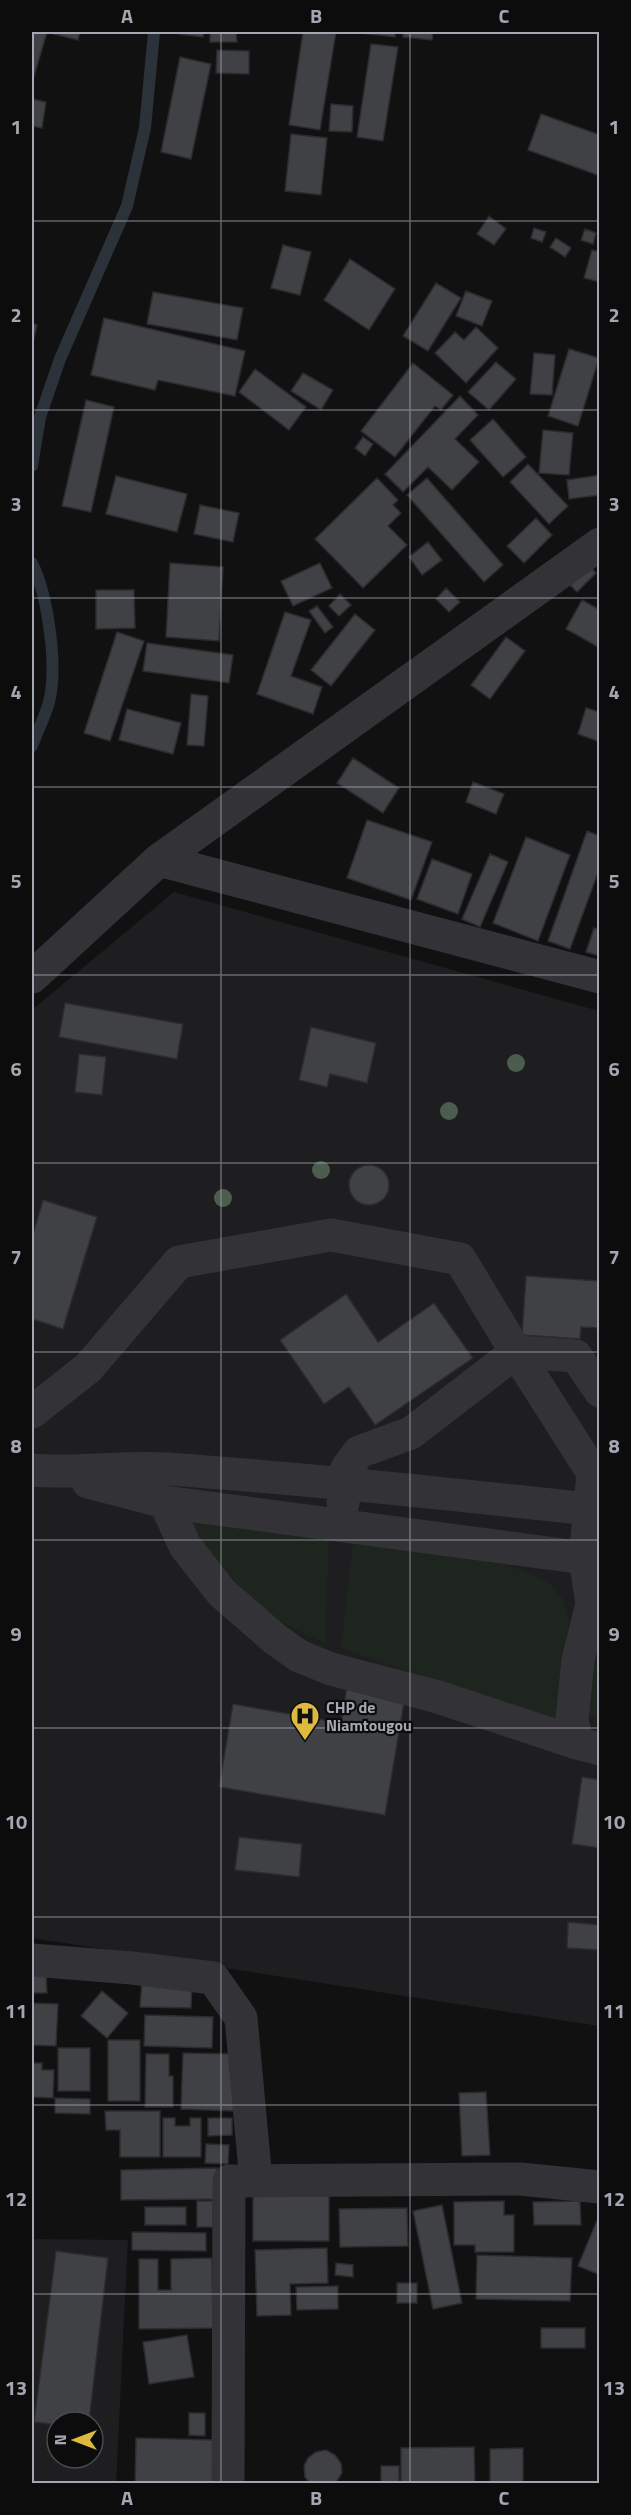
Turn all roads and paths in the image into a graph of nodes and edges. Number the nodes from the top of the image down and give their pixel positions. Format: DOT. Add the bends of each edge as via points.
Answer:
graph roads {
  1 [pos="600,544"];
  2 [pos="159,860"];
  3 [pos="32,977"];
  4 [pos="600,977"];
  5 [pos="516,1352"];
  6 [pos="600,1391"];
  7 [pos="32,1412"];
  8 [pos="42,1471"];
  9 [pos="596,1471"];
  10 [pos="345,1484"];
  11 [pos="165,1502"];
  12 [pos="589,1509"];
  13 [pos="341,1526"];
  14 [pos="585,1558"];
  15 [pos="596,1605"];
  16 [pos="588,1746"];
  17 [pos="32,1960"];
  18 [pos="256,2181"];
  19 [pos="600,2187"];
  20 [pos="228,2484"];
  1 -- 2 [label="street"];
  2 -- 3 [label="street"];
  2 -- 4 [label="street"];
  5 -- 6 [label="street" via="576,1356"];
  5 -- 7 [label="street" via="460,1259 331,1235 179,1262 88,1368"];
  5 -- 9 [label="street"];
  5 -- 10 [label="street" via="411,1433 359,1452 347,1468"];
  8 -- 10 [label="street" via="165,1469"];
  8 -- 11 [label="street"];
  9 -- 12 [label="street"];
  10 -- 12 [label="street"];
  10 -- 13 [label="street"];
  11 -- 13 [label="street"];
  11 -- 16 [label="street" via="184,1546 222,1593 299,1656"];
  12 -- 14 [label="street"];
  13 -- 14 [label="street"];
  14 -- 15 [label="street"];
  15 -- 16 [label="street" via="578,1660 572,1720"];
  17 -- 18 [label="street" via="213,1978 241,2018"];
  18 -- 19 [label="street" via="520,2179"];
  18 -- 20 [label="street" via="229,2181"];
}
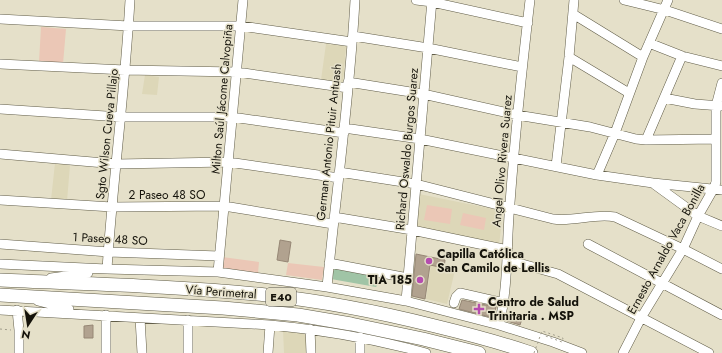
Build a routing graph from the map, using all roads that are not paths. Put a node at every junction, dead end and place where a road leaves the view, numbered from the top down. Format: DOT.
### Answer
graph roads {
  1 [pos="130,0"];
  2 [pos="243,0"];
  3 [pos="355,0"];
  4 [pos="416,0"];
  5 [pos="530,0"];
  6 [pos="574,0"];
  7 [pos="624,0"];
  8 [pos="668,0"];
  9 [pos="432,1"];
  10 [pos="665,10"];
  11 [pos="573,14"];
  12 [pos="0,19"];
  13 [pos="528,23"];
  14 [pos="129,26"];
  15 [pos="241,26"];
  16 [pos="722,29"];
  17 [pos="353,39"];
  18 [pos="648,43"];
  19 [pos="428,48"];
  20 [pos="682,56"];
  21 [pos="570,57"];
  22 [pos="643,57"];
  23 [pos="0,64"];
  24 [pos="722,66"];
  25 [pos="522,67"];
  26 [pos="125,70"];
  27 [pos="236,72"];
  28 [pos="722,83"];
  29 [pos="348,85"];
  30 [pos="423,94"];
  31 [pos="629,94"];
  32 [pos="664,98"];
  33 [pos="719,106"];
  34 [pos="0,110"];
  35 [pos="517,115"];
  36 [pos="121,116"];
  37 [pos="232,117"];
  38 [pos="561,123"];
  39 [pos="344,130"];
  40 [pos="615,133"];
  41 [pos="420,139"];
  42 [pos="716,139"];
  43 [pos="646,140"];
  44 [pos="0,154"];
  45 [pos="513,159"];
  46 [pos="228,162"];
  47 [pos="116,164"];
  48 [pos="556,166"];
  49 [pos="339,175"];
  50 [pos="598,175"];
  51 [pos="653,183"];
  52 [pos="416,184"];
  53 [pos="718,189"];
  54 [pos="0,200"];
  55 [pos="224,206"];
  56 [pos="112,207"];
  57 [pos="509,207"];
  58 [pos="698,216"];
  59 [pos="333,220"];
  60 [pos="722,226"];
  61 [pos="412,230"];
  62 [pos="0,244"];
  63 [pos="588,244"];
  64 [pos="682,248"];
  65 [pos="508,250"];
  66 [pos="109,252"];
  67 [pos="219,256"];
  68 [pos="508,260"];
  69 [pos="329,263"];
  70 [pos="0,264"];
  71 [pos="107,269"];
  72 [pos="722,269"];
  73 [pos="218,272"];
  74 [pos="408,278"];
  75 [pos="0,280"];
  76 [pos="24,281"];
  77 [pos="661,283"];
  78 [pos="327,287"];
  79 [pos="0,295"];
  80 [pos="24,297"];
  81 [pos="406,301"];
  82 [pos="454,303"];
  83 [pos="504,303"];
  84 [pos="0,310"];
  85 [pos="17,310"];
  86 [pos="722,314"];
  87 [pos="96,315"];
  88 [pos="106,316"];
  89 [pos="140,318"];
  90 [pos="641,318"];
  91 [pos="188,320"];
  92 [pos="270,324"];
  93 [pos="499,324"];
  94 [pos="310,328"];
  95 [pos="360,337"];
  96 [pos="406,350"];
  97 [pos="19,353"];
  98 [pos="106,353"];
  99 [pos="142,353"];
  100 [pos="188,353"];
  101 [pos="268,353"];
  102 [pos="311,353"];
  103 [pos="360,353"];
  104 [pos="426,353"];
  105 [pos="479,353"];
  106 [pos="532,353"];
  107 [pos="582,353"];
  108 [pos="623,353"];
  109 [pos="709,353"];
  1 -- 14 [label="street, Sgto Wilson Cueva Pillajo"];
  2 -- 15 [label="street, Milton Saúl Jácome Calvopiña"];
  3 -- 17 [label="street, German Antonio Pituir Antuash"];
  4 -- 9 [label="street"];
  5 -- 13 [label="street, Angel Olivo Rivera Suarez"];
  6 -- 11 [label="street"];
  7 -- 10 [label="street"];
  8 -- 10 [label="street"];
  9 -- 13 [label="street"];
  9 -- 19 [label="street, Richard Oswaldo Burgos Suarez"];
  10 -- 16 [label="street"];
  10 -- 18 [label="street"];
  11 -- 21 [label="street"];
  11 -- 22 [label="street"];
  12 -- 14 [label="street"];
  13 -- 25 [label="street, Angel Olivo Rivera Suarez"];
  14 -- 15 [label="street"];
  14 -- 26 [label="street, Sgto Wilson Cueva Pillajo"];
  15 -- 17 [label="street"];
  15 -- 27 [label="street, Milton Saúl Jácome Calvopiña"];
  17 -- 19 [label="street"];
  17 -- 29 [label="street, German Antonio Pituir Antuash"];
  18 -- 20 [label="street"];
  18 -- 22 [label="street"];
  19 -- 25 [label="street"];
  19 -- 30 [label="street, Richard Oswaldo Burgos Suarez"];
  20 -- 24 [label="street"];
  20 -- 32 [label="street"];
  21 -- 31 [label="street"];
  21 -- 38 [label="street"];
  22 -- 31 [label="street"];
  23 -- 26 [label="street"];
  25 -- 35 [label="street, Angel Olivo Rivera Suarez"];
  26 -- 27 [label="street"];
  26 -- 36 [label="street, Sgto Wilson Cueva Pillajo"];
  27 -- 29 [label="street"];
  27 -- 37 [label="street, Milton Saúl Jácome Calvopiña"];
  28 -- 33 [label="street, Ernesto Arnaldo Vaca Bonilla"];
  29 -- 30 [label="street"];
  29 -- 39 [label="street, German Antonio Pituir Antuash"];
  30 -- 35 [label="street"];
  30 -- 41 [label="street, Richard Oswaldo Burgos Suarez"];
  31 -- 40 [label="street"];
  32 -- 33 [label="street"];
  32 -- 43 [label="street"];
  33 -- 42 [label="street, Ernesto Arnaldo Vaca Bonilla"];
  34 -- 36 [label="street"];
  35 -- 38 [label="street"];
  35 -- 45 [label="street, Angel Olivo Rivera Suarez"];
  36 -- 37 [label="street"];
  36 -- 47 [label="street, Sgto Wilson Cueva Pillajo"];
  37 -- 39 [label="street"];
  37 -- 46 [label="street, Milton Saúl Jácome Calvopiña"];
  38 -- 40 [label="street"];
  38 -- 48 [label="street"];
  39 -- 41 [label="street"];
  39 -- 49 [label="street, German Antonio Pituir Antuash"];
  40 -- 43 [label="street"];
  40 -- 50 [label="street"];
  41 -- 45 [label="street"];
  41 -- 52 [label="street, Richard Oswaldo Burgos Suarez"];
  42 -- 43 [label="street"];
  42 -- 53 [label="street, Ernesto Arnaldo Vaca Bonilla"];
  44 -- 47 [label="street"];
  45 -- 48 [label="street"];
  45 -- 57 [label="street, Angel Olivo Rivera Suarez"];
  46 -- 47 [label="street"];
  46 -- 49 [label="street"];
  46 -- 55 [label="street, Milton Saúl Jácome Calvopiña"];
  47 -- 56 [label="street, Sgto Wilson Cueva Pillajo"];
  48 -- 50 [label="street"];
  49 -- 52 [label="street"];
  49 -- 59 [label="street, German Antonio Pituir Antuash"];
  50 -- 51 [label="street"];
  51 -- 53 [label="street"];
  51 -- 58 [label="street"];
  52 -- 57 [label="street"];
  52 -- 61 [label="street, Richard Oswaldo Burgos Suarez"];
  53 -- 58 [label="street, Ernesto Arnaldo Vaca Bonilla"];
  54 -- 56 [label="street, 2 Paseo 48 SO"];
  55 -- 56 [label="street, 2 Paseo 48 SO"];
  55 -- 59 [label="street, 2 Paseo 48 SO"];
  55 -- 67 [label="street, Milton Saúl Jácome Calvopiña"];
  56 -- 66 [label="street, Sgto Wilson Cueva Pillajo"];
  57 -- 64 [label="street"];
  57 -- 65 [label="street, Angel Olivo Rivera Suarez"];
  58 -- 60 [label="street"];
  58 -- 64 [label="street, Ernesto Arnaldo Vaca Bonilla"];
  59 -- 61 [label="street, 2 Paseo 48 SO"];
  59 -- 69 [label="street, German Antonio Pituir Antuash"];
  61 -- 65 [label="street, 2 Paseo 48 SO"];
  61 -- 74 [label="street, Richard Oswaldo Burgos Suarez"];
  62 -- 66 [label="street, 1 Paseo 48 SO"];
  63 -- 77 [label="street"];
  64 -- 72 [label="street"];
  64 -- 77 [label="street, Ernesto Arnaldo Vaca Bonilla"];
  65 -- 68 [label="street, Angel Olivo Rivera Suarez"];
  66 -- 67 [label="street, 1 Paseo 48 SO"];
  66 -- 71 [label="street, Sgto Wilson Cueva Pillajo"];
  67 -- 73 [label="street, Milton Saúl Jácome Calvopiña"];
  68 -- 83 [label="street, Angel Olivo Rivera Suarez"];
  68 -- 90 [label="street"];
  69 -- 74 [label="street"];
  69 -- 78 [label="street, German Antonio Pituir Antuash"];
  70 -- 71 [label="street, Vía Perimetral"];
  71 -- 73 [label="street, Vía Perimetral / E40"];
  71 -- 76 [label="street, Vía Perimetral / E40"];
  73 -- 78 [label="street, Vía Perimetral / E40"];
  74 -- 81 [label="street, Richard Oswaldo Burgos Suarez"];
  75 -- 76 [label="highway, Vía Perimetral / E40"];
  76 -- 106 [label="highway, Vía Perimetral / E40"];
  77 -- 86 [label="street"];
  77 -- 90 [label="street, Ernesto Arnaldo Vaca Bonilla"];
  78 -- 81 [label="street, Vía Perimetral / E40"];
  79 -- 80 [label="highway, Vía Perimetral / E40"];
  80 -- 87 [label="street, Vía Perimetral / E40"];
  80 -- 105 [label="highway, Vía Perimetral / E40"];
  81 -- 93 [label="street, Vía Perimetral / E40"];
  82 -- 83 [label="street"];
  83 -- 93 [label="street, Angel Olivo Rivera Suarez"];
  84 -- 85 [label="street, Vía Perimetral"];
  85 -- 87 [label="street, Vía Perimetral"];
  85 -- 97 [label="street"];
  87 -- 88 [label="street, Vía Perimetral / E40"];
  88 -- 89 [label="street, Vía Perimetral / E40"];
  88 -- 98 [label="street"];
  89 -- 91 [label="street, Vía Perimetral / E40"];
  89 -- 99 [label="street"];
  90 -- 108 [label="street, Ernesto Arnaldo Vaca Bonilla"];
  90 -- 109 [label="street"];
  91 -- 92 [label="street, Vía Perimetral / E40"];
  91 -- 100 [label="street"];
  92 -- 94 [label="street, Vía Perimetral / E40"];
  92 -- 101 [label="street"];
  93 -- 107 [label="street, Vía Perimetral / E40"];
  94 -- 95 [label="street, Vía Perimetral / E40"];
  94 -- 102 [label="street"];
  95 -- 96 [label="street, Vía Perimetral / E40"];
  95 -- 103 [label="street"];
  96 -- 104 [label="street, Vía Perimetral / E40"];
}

* [Exercise]: Give back the material exactly as written, from its first line to the line that contains "Build a routing", and leave out the pictures.

* [Expected output]:
Turn all roads and paths in the image into a graph of nodes and edges. Number the nodes from the top of the image down and give their pixel positions. Format: DOT. Add the bends of each edge as via points.
Answer:
graph roads {
  1 [pos="600,544"];
  2 [pos="159,860"];
  3 [pos="32,977"];
  4 [pos="600,977"];
  5 [pos="516,1352"];
  6 [pos="600,1391"];
  7 [pos="32,1412"];
  8 [pos="42,1471"];
  9 [pos="596,1471"];
  10 [pos="345,1484"];
  11 [pos="165,1502"];
  12 [pos="589,1509"];
  13 [pos="341,1526"];
  14 [pos="585,1558"];
  15 [pos="596,1605"];
  16 [pos="588,1746"];
  17 [pos="32,1960"];
  18 [pos="256,2181"];
  19 [pos="600,2187"];
  20 [pos="228,2484"];
  1 -- 2 [label="street"];
  2 -- 3 [label="street"];
  2 -- 4 [label="street"];
  5 -- 6 [label="street" via="576,1356"];
  5 -- 7 [label="street" via="460,1259 331,1235 179,1262 88,1368"];
  5 -- 9 [label="street"];
  5 -- 10 [label="street" via="411,1433 359,1452 347,1468"];
  8 -- 10 [label="street" via="165,1469"];
  8 -- 11 [label="street"];
  9 -- 12 [label="street"];
  10 -- 12 [label="street"];
  10 -- 13 [label="street"];
  11 -- 13 [label="street"];
  11 -- 16 [label="street" via="184,1546 222,1593 299,1656"];
  12 -- 14 [label="street"];
  13 -- 14 [label="street"];
  14 -- 15 [label="street"];
  15 -- 16 [label="street" via="578,1660 572,1720"];
  17 -- 18 [label="street" via="213,1978 241,2018"];
  18 -- 19 [label="street" via="520,2179"];
  18 -- 20 [label="street" via="229,2181"];
}
Build a routing graph from the map, using all roads that are not paths. Put a node at every junction, dead end and place where a road leaves the view, numbered from the top down. Format: DOT.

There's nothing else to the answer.